_REQUIREMENT:_
Scan the listing below and copy each line holding the word "Авиаторов".

◆ ◆ ◆

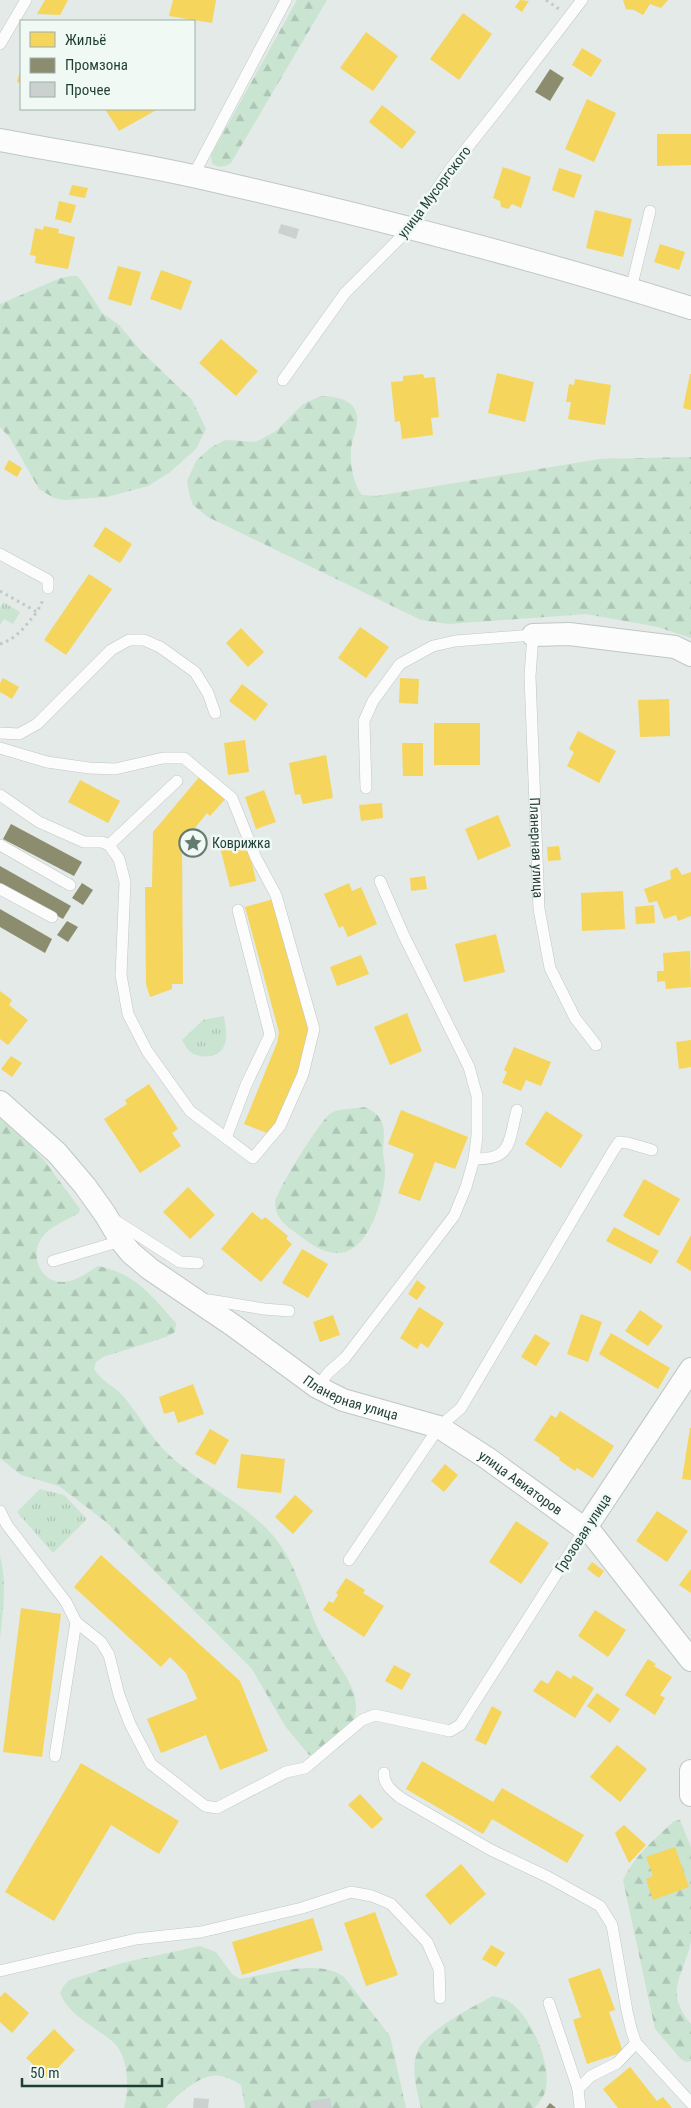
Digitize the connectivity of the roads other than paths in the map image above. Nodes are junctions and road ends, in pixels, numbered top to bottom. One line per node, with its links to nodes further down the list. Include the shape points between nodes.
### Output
1 (26, 0): 4 (lane)
2 (286, 0): 6 (lane)
3 (582, 0): 8 (lane, улица Мусоргского, via 451,168)
4 (0, 44)
5 (0, 140): 6 (street, via 57,148)
6 (193, 176): 8 (street)
7 (650, 211): 9 (lane)
8 (411, 227): 9 (street); 11 (lane, улица Мусоргского, via 345,293)
9 (631, 289): 10 (street)
10 (691, 308)
11 (283, 380)
12 (0, 554): 13 (lane, via 48,580)
13 (48, 588)
14 (533, 636): 15 (street, via 569,634 675,647); 20 (lane, via 454,641 433,646 400,664 373,701 364,721); 29 (lane, Планерная улица, via 530,676 539,909 550,968 575,1018)
15 (691, 655)
16 (215, 713): 17 (lane, via 195,672 160,647 144,640 129,640 111,650 37,724 19,734)
17 (0, 733)
18 (0, 748): 32 (lane, via 46,762 89,768 115,769 163,758 184,758 232,798 256,858 276,895 314,1029 303,1074 280,1126 253,1158)
19 (177, 781): 23 (lane)
20 (366, 788)
21 (0, 795): 23 (lane, via 39,822 84,842)
22 (0, 845): 25 (lane)
23 (109, 845): 32 (lane, via 119,859 125,882 121,975 128,1014 146,1051 190,1111)
24 (380, 881): 34 (lane, via 469,1067 477,1096)
25 (70, 885)
26 (0, 889): 28 (lane)
27 (238, 910): 32 (lane, via 270,1035)
28 (52, 917)
29 (596, 1045)
30 (0, 1102): 35 (street, Планерная улица, via 57,1153)
31 (517, 1110): 34 (lane, via 503,1153 496,1158)
32 (226, 1138)
33 (652, 1150): 43 (lane, via 620,1142 461,1408)
34 (474, 1159): 42 (lane, via 454,1216 345,1358)
35 (105, 1214): 36 (street, Планерная улица); 38 (lane, via 180,1262)
36 (121, 1241): 37 (lane); 39 (street, Планерная улица, via 150,1269)
37 (53, 1261)
38 (198, 1263)
39 (198, 1302): 40 (lane, via 209,1300); 42 (street, Планерная улица)
40 (289, 1311)
41 (691, 1369): 45 (street, Грозовая улица)
42 (317, 1387): 43 (street, Планерная улица, via 343,1400)
43 (439, 1427): 45 (street, улица Авиаторов); 46 (lane)
44 (0, 1511): 47 (lane, via 66,1602)
45 (585, 1529): 47 (lane, Грозовая улица, via 460,1725 450,1731 375,1715 362,1720 306,1768 286,1772 217,1808 205,1806 151,1764 130,1724 109,1655 101,1642); 48 (street, улица Авиаторов)
46 (349, 1560)
47 (76, 1622): 49 (lane)
48 (691, 1660)
49 (55, 1756)
50 (691, 1771): 52 (street)
51 (384, 1773): 56 (lane, via 383,1779 401,1798 491,1850 600,1906 612,1925)
52 (691, 1795)
53 (0, 1971): 54 (lane, via 136,1939 202,1932 302,1908 351,1892 391,1904 427,1942 439,1969)
54 (440, 1998)
55 (549, 2003): 57 (lane)
56 (636, 2043): 57 (lane, via 617,2063 591,2076); 58 (lane)
57 (578, 2089): 59 (lane)
58 (691, 2103)
59 (580, 2108)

◆ ◆ ◆

_SOLVED PROBLEM:_
43 (439, 1427): 45 (street, улица Авиаторов); 46 (lane)
45 (585, 1529): 47 (lane, Грозовая улица, via 460,1725 450,1731 375,1715 362,1720 306,1768 286,1772 217,1808 205,1806 151,1764 130,1724 109,1655 101,1642); 48 (street, улица Авиаторов)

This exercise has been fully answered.